Stored items:
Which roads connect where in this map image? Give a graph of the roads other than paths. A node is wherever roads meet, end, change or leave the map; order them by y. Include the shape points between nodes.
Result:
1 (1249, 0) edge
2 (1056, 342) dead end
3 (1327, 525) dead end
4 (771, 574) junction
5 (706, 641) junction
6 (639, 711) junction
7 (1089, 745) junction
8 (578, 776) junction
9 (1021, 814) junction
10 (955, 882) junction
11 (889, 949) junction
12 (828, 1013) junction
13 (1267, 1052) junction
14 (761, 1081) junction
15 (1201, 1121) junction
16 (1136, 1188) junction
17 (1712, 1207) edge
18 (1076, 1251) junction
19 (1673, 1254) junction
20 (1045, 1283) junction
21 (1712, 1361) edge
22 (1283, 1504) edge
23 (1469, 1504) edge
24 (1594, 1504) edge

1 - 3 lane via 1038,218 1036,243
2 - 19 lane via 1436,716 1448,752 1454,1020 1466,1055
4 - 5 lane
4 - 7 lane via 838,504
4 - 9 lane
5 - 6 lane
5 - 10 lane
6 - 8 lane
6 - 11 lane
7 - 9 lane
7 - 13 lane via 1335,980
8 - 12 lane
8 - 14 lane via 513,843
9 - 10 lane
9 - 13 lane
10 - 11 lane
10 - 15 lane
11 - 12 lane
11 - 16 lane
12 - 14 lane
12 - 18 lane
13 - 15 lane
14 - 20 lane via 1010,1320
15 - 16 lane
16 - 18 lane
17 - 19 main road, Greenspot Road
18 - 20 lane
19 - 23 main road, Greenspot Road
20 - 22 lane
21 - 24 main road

# Prompt
Could you work out how many lines above contain the string "Greenspot"? Answer with the number only.

# Output for this task
2